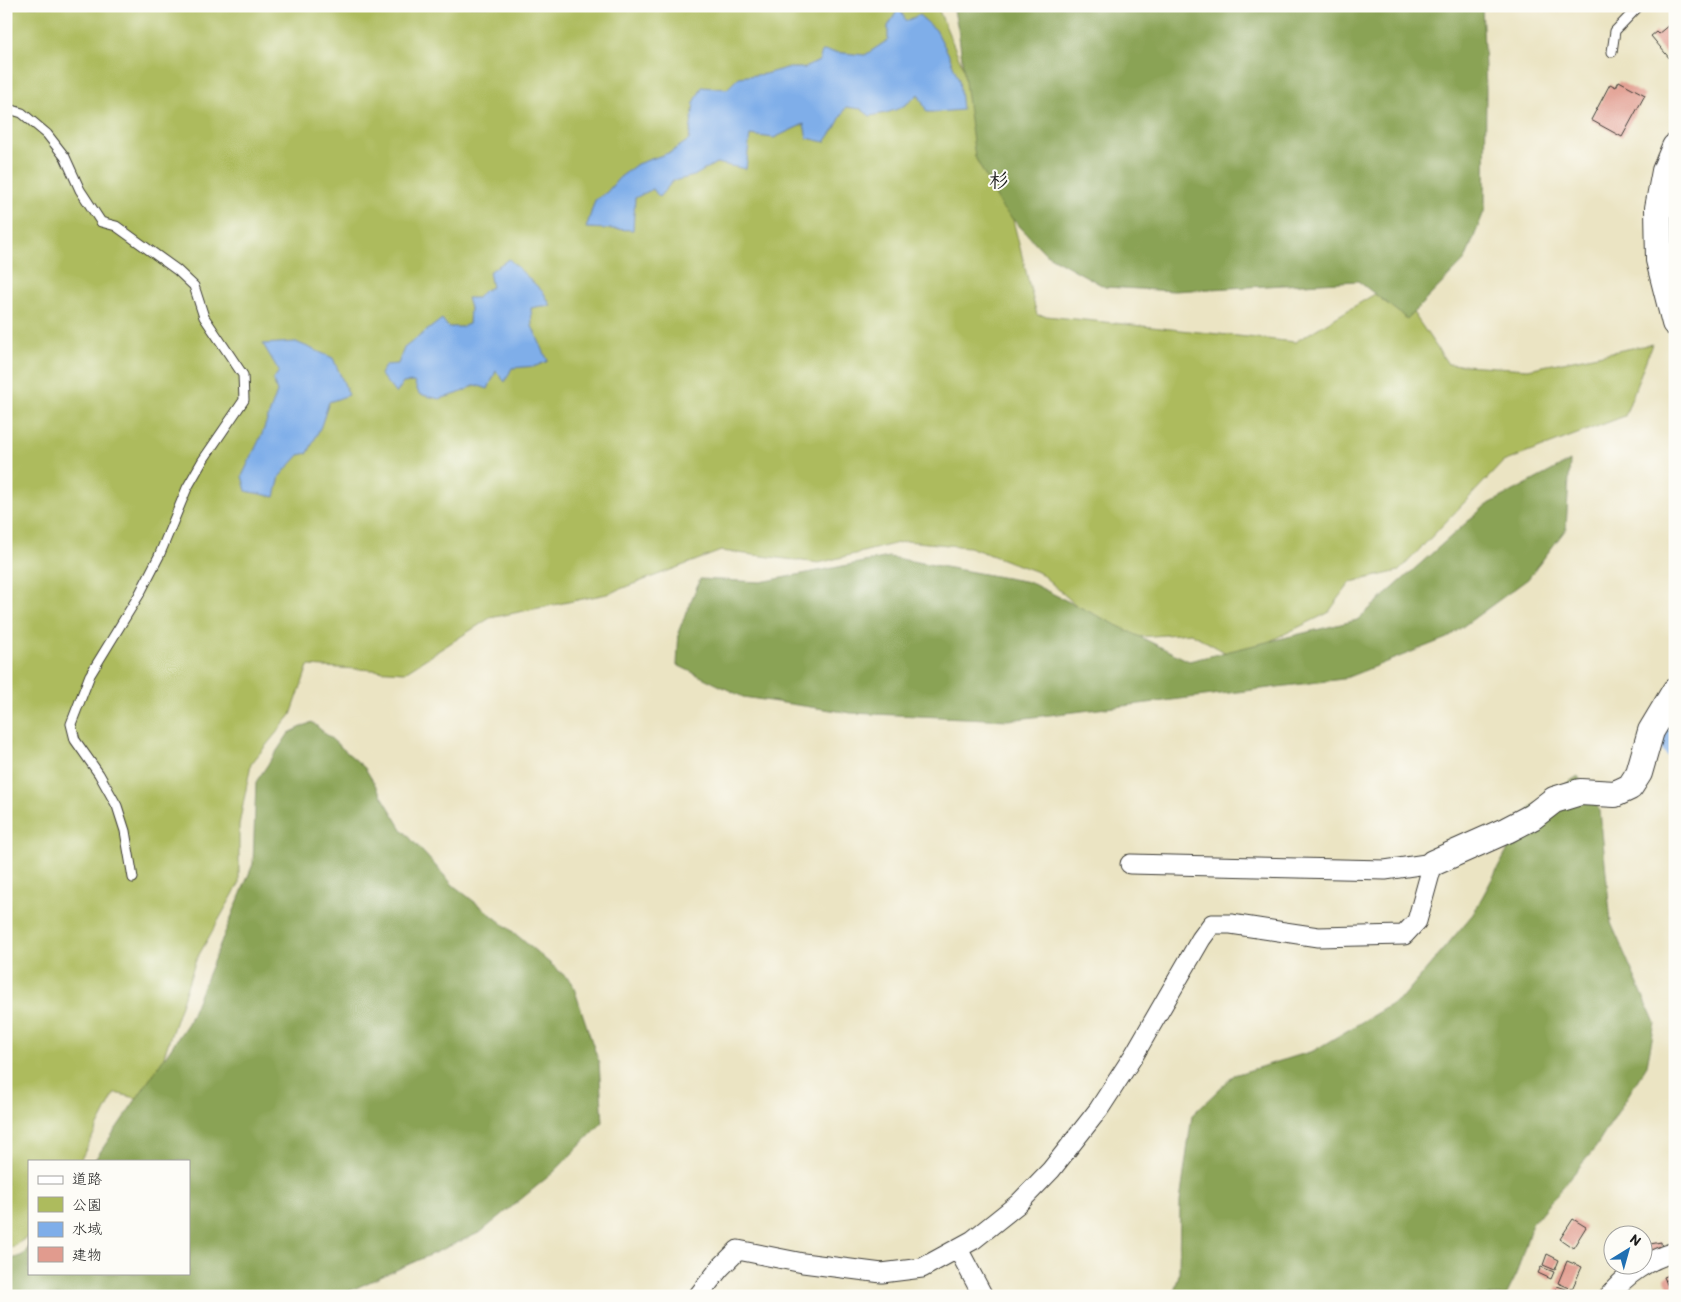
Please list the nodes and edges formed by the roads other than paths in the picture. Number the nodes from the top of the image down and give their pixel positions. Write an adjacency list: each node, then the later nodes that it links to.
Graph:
1 (1639, 6): 2 (lane)
2 (1612, 52)
3 (6, 108): 9 (lane)
4 (1675, 147): 5 (street)
5 (1675, 323)
6 (1675, 691): 7 (street)
7 (1433, 863): 8 (street); 10 (street)
8 (1130, 864)
9 (133, 878)
10 (958, 1249): 12 (street); 13 (street)
11 (1675, 1252): 14 (street)
12 (698, 1296)
13 (983, 1296)
14 (1609, 1296)

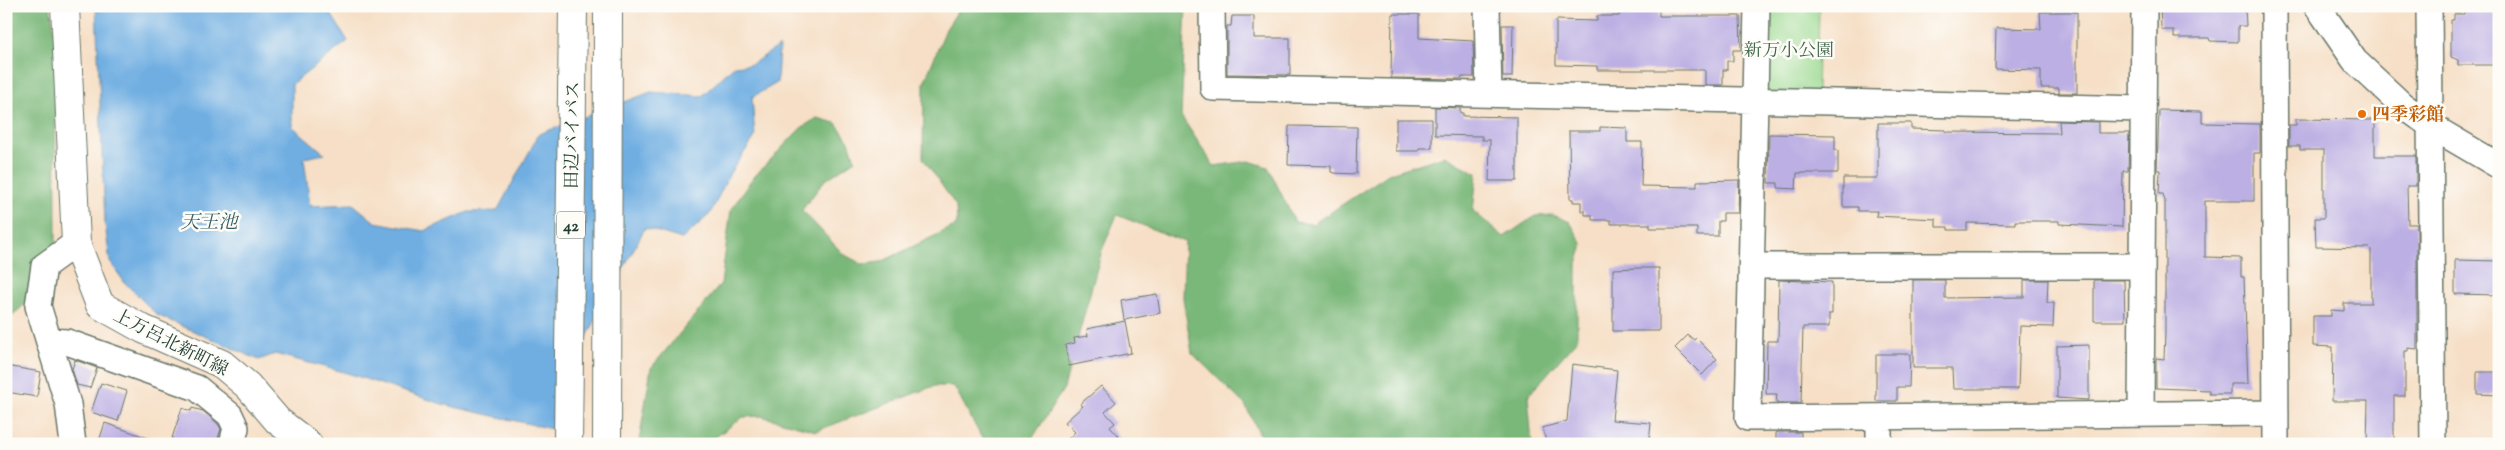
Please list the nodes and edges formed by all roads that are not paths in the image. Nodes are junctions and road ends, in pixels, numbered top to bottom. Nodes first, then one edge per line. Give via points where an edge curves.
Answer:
1 (65, 6) edge
2 (574, 6) edge
3 (608, 6) edge
4 (1212, 6) edge
5 (1487, 6) edge
6 (1757, 6) edge
7 (2144, 6) edge
8 (2274, 6) edge
9 (2317, 6) edge
10 (2429, 6) edge
11 (1489, 94) junction
12 (1755, 100) junction
13 (2143, 109) junction
14 (2431, 126) junction
15 (2499, 166) edge
16 (76, 243) junction
17 (1752, 266) junction
18 (2142, 266) junction
19 (49, 341) junction
20 (2276, 413) junction
21 (2142, 414) junction
22 (1879, 417) junction
23 (73, 444) edge
24 (232, 444) edge
25 (308, 444) edge
26 (568, 444) edge
27 (607, 444) edge
28 (1879, 444) edge
29 (2276, 444) edge
30 (2433, 444) edge

1 - 16 main road, 上万呂北新町線
2 - 26 main road, 田辺バイパス / 42
3 - 27 main road, 田辺バイパス / 42
4 - 11 street via 1213,88
5 - 11 street
6 - 12 street
7 - 13 street
8 - 20 street
9 - 14 street via 2356,61 2401,104
10 - 14 street
11 - 12 street
12 - 13 street
12 - 17 street
13 - 18 street
14 - 15 street
14 - 30 street
16 - 19 street via 44,266 38,306
16 - 25 main road, 上万呂北新町線 via 100,305 143,330 222,364 248,386 278,421
17 - 18 street
17 - 22 street via 1748,418
18 - 21 street
19 - 23 street via 68,404
19 - 24 street via 67,342 197,388 230,415 236,428
20 - 21 street
20 - 29 street
21 - 22 street
22 - 28 street

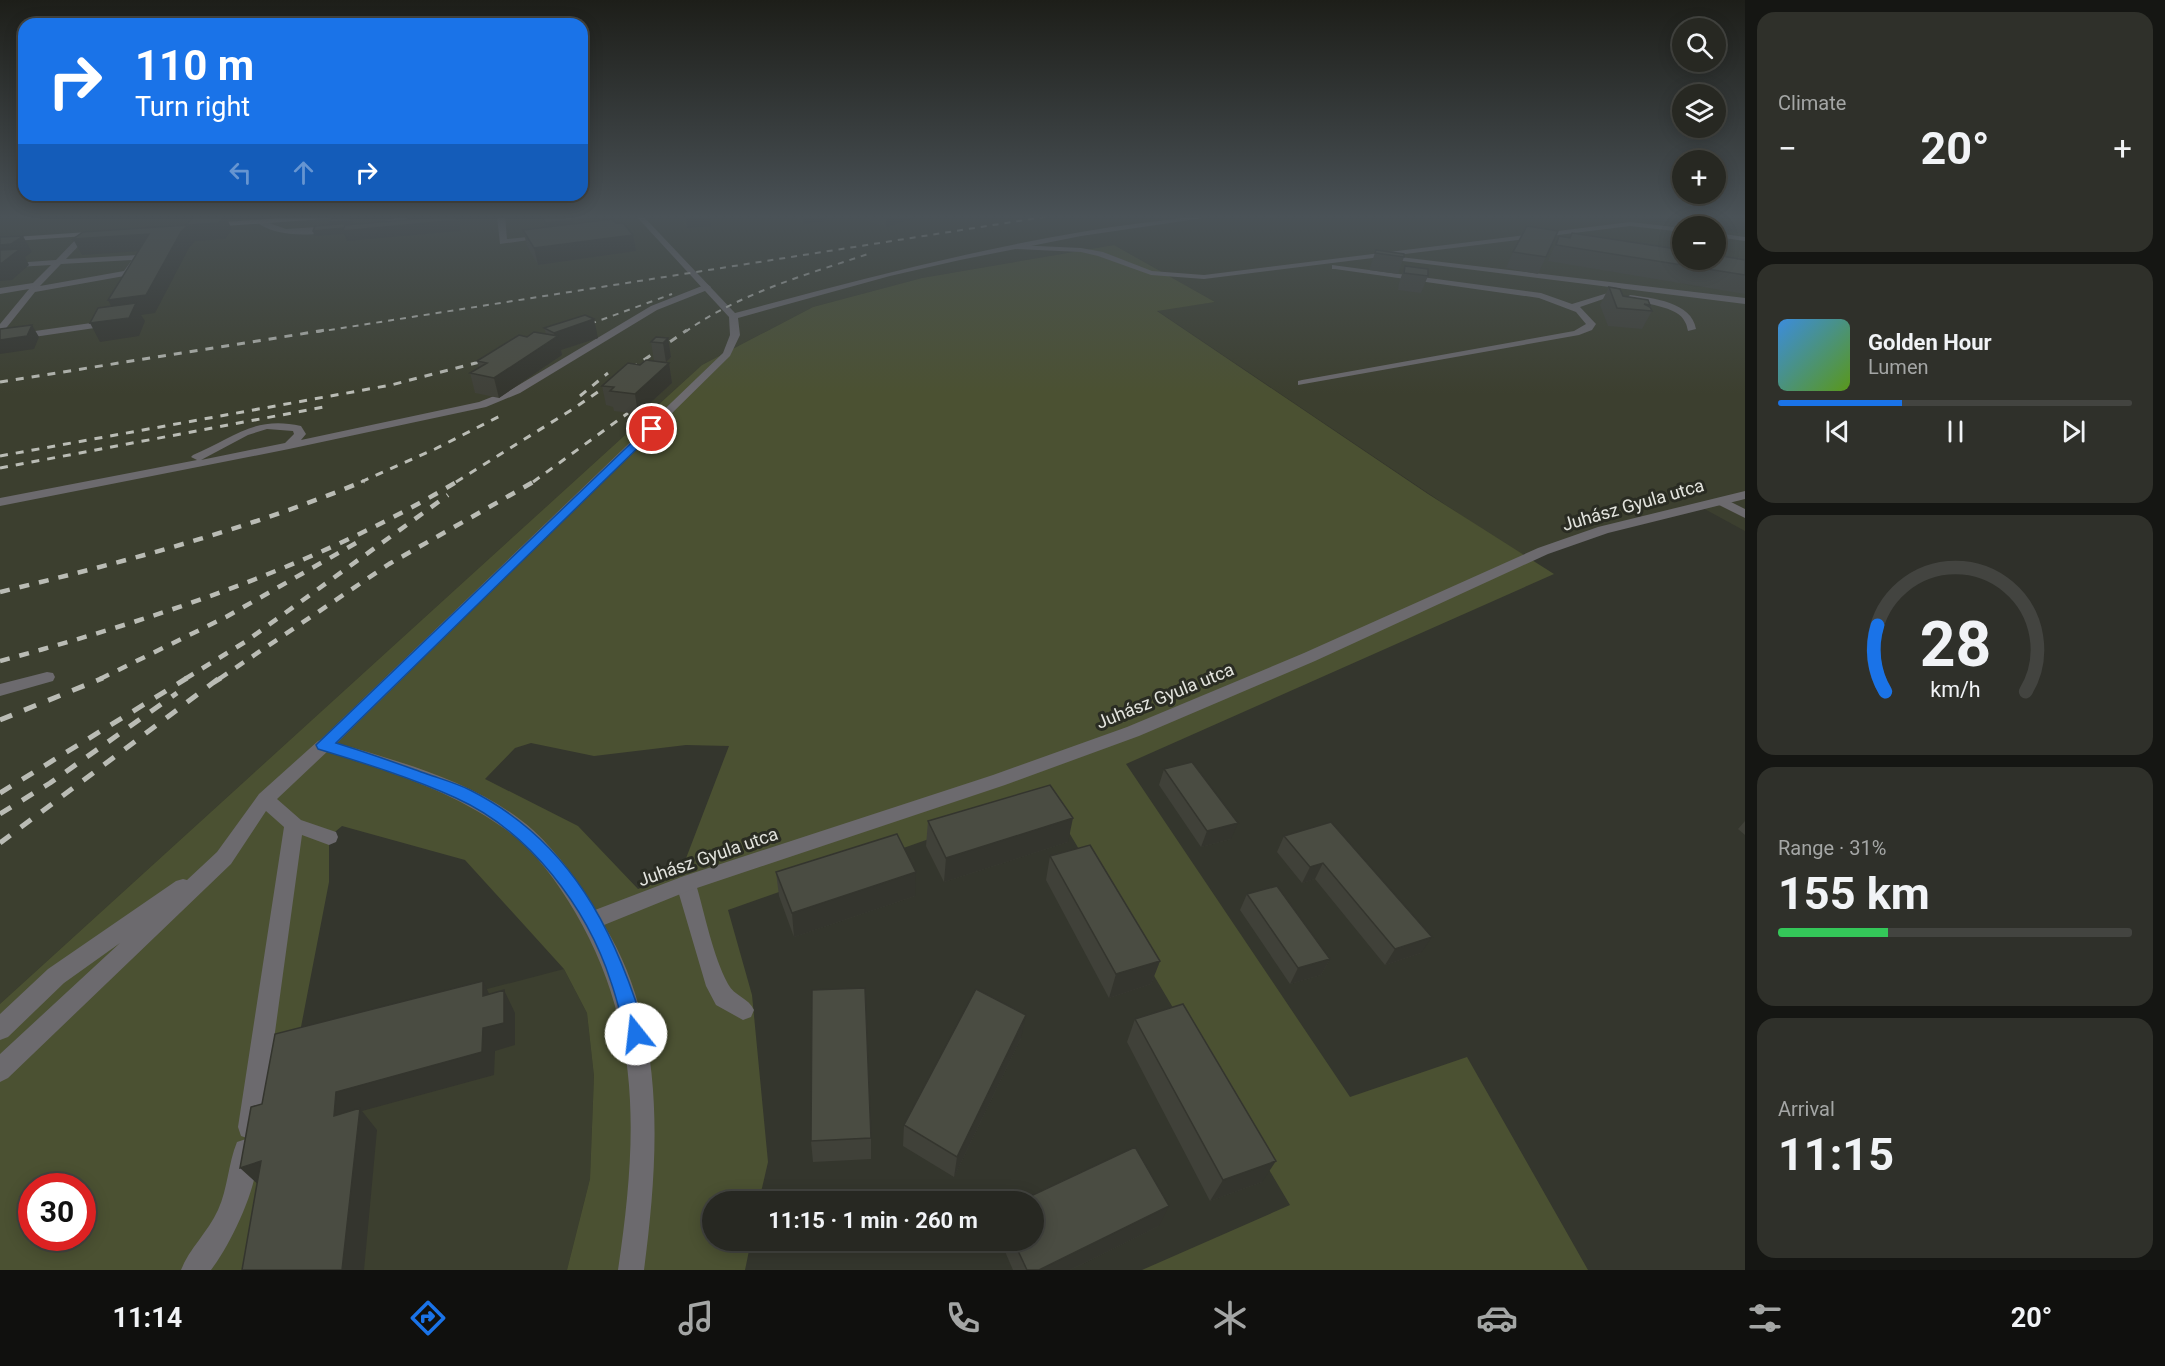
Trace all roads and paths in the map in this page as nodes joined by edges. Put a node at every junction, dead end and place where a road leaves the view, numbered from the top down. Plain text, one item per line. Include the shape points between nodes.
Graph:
1 (46, 275) edge
2 (113, 275) edge
3 (696, 275) edge
4 (885, 275) edge
5 (1167, 275) edge
6 (1220, 275) edge
7 (1390, 275) edge
8 (1462, 275) edge
9 (1537, 275) edge
10 (1540, 286) dead end
11 (707, 287) junction
12 (34, 288) junction
13 (0, 291) edge
14 (1587, 292) dead end
15 (1611, 296) junction
16 (1745, 301) edge
17 (1573, 306) junction
18 (733, 316) junction
19 (120, 322) edge
20 (1691, 329) dead end
21 (0, 330) edge
22 (0, 339) edge
23 (1302, 383) dead end
24 (289, 446) junction
25 (44, 494) junction
26 (1745, 495) edge
27 (1721, 501) junction
28 (0, 502) edge
29 (1745, 514) edge
30 (47, 677) dead end
31 (0, 690) edge
32 (324, 745) junction
33 (265, 799) junction
34 (294, 825) junction
35 (329, 837) dead end
36 (225, 858) junction
37 (686, 884) junction
38 (593, 920) junction
39 (743, 1010) dead end
40 (0, 1029) edge
41 (0, 1070) edge
42 (194, 1270) edge
43 (631, 1270) edge

1 - 12 street
2 - 12 street
3 - 11 street
4 - 18 street
5 - 6 street
7 - 17 street via 1528,294
8 - 10 street
9 - 16 street
11 - 18 street
11 - 24 street via 654,308 500,399 451,414
12 - 13 street
12 - 21 street
14 - 15 street
15 - 17 street
15 - 20 street via 1678,310 1690,318
17 - 23 street via 1590,324 1576,333
18 - 32 street via 735,335 720,363
19 - 22 street
24 - 25 street
24 - 25 street via 300,434 297,428 257,427 213,452 191,459 74,483
25 - 28 street
26 - 27 street, Juhász Gyula utca
27 - 29 street
27 - 37 street, Juhász Gyula utca via 1603,530 1544,551 1175,715 1007,777
30 - 31 street
32 - 33 street
32 - 38 street via 463,794 509,822 554,863
33 - 34 street
33 - 36 street
34 - 35 street
34 - 42 street via 245,1159 226,1224
36 - 40 street via 56,976
36 - 41 street
37 - 38 street, Juhász Gyula utca
37 - 39 street via 714,979 724,998
38 - 43 street via 620,980 639,1058 644,1105 642,1177

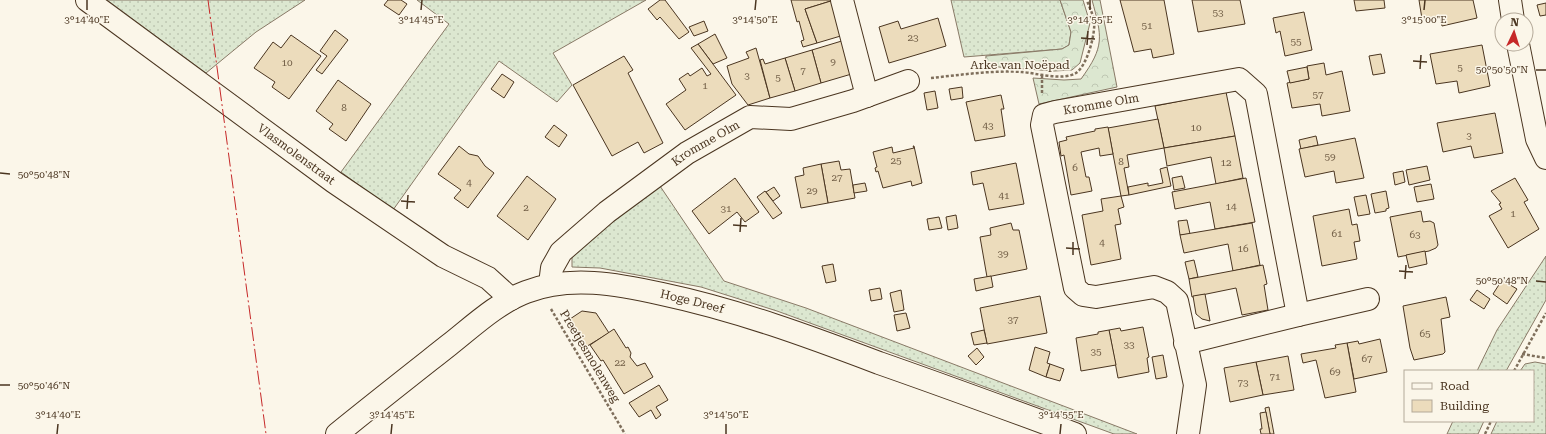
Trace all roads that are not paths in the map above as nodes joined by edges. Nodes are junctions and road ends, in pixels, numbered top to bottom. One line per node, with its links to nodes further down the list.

*****

▶ **TASK STATEMENT**: Every line of the listing should be repeated exactly; no picture should appear.

▶ **SOLUTION TO THIS PROBLEM**:
Please list the nodes and edges formed by the roads other than paths in the picture. Number the nodes from the top of the image down and give their pixel positions. Write an adjacency list: each node, then the later nodes that it links to.
Graph:
1 (1639, 6): 2 (lane)
2 (1612, 52)
3 (6, 108): 9 (lane)
4 (1675, 147): 5 (street)
5 (1675, 323)
6 (1675, 691): 7 (street)
7 (1433, 863): 8 (street); 10 (street)
8 (1130, 864)
9 (133, 878)
10 (958, 1249): 12 (street); 13 (street)
11 (1675, 1252): 14 (street)
12 (698, 1296)
13 (983, 1296)
14 (1609, 1296)

Please list the nodes and edges formed by all roads that are not paths in the image. Nodes are junctions and road ends, in pixels, numbered top to bottom. Nodes first, then one edge per line. Give via points where an edge curves.
Answer:
1 (65, 6) edge
2 (574, 6) edge
3 (608, 6) edge
4 (1212, 6) edge
5 (1487, 6) edge
6 (1757, 6) edge
7 (2144, 6) edge
8 (2274, 6) edge
9 (2317, 6) edge
10 (2429, 6) edge
11 (1489, 94) junction
12 (1755, 100) junction
13 (2143, 109) junction
14 (2431, 126) junction
15 (2499, 166) edge
16 (76, 243) junction
17 (1752, 266) junction
18 (2142, 266) junction
19 (49, 341) junction
20 (2276, 413) junction
21 (2142, 414) junction
22 (1879, 417) junction
23 (73, 444) edge
24 (232, 444) edge
25 (308, 444) edge
26 (568, 444) edge
27 (607, 444) edge
28 (1879, 444) edge
29 (2276, 444) edge
30 (2433, 444) edge

1 - 16 main road, 上万呂北新町線
2 - 26 main road, 田辺バイパス / 42
3 - 27 main road, 田辺バイパス / 42
4 - 11 street via 1213,88
5 - 11 street
6 - 12 street
7 - 13 street
8 - 20 street
9 - 14 street via 2356,61 2401,104
10 - 14 street
11 - 12 street
12 - 13 street
12 - 17 street
13 - 18 street
14 - 15 street
14 - 30 street
16 - 19 street via 44,266 38,306
16 - 25 main road, 上万呂北新町線 via 100,305 143,330 222,364 248,386 278,421
17 - 18 street
17 - 22 street via 1748,418
18 - 21 street
19 - 23 street via 68,404
19 - 24 street via 67,342 197,388 230,415 236,428
20 - 21 street
20 - 29 street
21 - 22 street
22 - 28 street

Trace all roads and paths in the map in this page as nodes joined by edges. Put a node at every junction, dead end and place where a road leaves the view, numbered from the top down. Plain text, one item per line. Include the shape points between nodes.
Graph:
1 (46, 275) edge
2 (113, 275) edge
3 (696, 275) edge
4 (885, 275) edge
5 (1167, 275) edge
6 (1220, 275) edge
7 (1390, 275) edge
8 (1462, 275) edge
9 (1537, 275) edge
10 (1540, 286) dead end
11 (707, 287) junction
12 (34, 288) junction
13 (0, 291) edge
14 (1587, 292) dead end
15 (1611, 296) junction
16 (1745, 301) edge
17 (1573, 306) junction
18 (733, 316) junction
19 (120, 322) edge
20 (1691, 329) dead end
21 (0, 330) edge
22 (0, 339) edge
23 (1302, 383) dead end
24 (289, 446) junction
25 (44, 494) junction
26 (1745, 495) edge
27 (1721, 501) junction
28 (0, 502) edge
29 (1745, 514) edge
30 (47, 677) dead end
31 (0, 690) edge
32 (324, 745) junction
33 (265, 799) junction
34 (294, 825) junction
35 (329, 837) dead end
36 (225, 858) junction
37 (686, 884) junction
38 (593, 920) junction
39 (743, 1010) dead end
40 (0, 1029) edge
41 (0, 1070) edge
42 (194, 1270) edge
43 (631, 1270) edge

1 - 12 street
2 - 12 street
3 - 11 street
4 - 18 street
5 - 6 street
7 - 17 street via 1528,294
8 - 10 street
9 - 16 street
11 - 18 street
11 - 24 street via 654,308 500,399 451,414
12 - 13 street
12 - 21 street
14 - 15 street
15 - 17 street
15 - 20 street via 1678,310 1690,318
17 - 23 street via 1590,324 1576,333
18 - 32 street via 735,335 720,363
19 - 22 street
24 - 25 street
24 - 25 street via 300,434 297,428 257,427 213,452 191,459 74,483
25 - 28 street
26 - 27 street, Juhász Gyula utca
27 - 29 street
27 - 37 street, Juhász Gyula utca via 1603,530 1544,551 1175,715 1007,777
30 - 31 street
32 - 33 street
32 - 38 street via 463,794 509,822 554,863
33 - 34 street
33 - 36 street
34 - 35 street
34 - 42 street via 245,1159 226,1224
36 - 40 street via 56,976
36 - 41 street
37 - 38 street, Juhász Gyula utca
37 - 39 street via 714,979 724,998
38 - 43 street via 620,980 639,1058 644,1105 642,1177

Trace all roads that are not paths in the map above as nodes joined by edges. Nodes are junctions and road ends, in pixels, numbered top to bottom. One line per node, with its links to nodes further down the list.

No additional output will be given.